TASK REQUIREMENTS: Look below for the line containing "index pip: (215, 126)" and the line containing "index tip: (920, 757)"; repeat exactly those two lines and all lines between them, and nothing else.

INFORMATION PROVIDED:
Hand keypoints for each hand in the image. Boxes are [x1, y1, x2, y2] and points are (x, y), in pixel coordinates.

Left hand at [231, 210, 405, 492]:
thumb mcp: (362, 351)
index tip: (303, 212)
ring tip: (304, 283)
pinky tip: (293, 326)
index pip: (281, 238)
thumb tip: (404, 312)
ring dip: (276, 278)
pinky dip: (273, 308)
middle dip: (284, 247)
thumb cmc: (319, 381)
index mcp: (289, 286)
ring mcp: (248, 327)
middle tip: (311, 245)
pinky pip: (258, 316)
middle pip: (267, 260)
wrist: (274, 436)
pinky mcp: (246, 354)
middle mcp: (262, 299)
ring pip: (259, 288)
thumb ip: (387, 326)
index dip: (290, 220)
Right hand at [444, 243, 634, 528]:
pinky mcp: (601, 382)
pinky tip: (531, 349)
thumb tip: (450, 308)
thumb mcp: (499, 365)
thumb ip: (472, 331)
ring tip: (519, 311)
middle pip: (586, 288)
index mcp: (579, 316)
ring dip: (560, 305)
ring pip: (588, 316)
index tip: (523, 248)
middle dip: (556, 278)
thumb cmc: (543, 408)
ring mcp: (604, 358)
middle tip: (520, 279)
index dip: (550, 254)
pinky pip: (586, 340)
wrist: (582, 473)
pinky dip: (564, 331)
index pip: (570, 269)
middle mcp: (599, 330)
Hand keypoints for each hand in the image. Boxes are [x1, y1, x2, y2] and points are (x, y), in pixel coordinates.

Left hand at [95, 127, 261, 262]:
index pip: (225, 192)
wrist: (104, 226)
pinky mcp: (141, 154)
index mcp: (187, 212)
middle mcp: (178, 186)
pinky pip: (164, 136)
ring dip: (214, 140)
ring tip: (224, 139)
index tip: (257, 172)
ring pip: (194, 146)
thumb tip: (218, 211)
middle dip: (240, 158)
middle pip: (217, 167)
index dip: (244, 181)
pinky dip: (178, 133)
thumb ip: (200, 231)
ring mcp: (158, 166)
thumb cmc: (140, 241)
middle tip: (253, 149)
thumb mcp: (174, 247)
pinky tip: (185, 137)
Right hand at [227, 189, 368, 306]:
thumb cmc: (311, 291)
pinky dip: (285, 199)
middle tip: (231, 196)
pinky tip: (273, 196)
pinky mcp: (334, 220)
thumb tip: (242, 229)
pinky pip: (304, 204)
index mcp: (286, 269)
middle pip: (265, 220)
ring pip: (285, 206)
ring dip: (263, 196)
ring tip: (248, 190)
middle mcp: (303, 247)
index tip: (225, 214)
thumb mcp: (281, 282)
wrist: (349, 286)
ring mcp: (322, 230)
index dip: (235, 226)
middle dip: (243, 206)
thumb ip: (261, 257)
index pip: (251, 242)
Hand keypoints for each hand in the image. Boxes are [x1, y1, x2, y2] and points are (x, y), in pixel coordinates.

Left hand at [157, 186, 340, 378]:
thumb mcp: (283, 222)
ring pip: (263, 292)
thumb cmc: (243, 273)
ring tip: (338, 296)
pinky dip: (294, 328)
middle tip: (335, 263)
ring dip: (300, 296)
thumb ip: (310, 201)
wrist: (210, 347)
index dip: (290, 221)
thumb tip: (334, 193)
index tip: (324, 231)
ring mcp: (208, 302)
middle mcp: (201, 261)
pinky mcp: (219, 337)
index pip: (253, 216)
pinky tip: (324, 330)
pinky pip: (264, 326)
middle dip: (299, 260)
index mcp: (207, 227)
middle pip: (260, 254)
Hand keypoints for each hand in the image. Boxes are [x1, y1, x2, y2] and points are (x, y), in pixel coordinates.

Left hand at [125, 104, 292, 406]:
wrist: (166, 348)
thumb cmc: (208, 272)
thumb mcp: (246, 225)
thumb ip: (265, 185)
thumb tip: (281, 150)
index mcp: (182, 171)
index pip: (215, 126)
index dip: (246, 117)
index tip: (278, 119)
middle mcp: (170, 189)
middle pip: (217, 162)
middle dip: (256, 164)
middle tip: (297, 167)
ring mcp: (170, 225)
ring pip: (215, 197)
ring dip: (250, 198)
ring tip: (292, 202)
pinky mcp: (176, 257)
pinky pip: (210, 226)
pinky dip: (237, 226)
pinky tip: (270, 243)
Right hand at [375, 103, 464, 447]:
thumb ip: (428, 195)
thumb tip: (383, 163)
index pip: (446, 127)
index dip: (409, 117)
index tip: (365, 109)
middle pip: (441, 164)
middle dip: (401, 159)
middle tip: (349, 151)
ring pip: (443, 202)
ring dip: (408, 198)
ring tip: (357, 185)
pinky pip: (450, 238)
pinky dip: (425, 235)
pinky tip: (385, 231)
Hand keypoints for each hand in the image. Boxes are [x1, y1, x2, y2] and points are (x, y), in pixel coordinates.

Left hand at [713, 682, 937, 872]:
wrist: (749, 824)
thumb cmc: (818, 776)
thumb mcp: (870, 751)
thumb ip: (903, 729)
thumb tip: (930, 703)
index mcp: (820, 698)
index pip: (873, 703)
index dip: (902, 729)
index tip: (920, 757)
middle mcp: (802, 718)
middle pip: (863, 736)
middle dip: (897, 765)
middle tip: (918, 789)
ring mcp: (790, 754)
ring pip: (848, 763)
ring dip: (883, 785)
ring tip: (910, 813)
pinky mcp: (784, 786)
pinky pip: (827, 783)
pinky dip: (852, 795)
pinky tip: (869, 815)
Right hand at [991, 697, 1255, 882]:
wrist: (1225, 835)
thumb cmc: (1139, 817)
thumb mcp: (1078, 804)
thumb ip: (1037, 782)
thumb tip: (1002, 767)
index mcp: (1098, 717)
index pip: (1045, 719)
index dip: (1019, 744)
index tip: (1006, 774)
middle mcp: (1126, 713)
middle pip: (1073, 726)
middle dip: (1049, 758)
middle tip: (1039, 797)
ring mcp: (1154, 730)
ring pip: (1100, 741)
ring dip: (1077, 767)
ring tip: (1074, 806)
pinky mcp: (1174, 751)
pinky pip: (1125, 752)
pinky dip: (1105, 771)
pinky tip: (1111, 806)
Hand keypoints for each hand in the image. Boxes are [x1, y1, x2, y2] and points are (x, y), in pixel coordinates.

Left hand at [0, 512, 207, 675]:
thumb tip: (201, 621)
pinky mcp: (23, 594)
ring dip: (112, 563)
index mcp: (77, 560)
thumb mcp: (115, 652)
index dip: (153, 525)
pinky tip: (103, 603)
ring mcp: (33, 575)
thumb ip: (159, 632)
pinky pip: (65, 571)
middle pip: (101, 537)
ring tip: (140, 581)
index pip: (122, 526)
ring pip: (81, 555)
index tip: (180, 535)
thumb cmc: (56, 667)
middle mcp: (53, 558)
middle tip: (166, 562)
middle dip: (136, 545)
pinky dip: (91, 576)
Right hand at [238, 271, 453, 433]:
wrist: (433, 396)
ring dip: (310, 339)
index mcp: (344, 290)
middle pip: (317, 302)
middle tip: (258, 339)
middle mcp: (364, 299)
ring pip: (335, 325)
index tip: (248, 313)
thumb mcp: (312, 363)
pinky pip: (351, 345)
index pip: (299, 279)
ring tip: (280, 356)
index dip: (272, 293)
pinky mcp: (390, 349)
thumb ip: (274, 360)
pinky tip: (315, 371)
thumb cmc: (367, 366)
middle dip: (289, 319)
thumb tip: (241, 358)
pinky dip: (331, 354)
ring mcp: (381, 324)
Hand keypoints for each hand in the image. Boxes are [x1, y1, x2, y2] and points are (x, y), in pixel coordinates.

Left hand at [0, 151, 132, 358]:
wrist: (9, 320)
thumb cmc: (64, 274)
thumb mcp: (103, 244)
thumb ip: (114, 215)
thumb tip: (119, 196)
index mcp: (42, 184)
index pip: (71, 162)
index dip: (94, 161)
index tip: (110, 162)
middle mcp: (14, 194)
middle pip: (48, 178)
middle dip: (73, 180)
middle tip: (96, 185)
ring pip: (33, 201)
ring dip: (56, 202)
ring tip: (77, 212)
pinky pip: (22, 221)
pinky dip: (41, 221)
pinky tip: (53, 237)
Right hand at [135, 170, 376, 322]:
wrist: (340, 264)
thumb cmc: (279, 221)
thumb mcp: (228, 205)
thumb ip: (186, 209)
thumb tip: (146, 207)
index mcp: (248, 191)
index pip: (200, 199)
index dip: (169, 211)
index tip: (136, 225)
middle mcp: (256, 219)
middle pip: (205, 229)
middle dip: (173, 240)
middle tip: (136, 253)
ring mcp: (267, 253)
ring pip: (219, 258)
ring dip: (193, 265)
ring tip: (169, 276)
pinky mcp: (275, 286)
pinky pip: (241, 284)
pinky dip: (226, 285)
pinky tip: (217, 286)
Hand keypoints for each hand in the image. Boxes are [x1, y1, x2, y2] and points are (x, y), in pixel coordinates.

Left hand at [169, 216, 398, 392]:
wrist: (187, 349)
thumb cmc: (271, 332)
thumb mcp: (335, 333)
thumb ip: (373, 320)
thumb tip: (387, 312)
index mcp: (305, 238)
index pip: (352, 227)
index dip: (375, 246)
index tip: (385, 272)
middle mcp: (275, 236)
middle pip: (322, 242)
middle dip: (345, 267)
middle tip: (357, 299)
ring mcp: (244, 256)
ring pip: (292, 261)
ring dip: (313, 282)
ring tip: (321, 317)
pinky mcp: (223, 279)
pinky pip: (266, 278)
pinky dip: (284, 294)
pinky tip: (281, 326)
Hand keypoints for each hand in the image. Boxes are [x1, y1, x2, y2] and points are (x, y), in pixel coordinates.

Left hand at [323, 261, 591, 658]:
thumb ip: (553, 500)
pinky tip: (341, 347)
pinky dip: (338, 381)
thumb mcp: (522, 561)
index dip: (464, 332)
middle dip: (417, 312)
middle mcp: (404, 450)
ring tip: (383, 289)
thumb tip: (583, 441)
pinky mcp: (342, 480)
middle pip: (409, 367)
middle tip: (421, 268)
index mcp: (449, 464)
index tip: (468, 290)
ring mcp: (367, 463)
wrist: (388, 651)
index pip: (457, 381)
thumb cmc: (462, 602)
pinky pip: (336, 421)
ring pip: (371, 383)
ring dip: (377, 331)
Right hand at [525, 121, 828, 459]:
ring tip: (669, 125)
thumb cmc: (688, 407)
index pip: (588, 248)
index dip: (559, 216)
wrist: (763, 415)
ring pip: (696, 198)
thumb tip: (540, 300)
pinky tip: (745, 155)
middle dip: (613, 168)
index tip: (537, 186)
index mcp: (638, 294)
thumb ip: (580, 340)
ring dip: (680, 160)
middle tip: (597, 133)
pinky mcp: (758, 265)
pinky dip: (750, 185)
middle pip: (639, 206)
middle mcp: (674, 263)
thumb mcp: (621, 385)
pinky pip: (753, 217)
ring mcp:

SOLVED EXERCISE:
index pip: (215, 126)
index dip: (246, 117)
index tip: (278, 119)
middle mcp: (170, 189)
middle pip: (217, 162)
middle dip: (256, 164)
middle tip: (297, 167)
ring mcp: (170, 225)
ring pip: (215, 197)
ring dip: (250, 198)
ring tip: (292, 202)
pinky mcp: (176, 257)
pinky pip: (210, 226)
pinky dip: (237, 226)
pinky tip: (270, 243)
Right hand at [375, 103, 464, 447]:
thumb ip: (428, 195)
thumb tip: (383, 163)
index pip: (446, 127)
index dip: (409, 117)
index tip: (365, 109)
middle pip: (441, 164)
middle dip: (401, 159)
middle tip: (349, 151)
ring pip: (443, 202)
ring dip: (408, 198)
ring tip: (357, 185)
pinky pip: (450, 238)
pinky dip: (425, 235)
pinky tip: (385, 231)
Hand keypoints for each hand in the image. Boxes are [x1, y1, x2, y2] and points are (x, y), in pixel coordinates.

Left hand at [713, 682, 937, 872]:
wrist: (749, 824)
thumb cmc: (818, 776)
thumb mcp: (870, 751)
thumb ip: (903, 729)
thumb tip: (930, 703)
index mcp: (820, 698)
index pip: (873, 703)
index dip: (902, 729)
index tip: (920, 757)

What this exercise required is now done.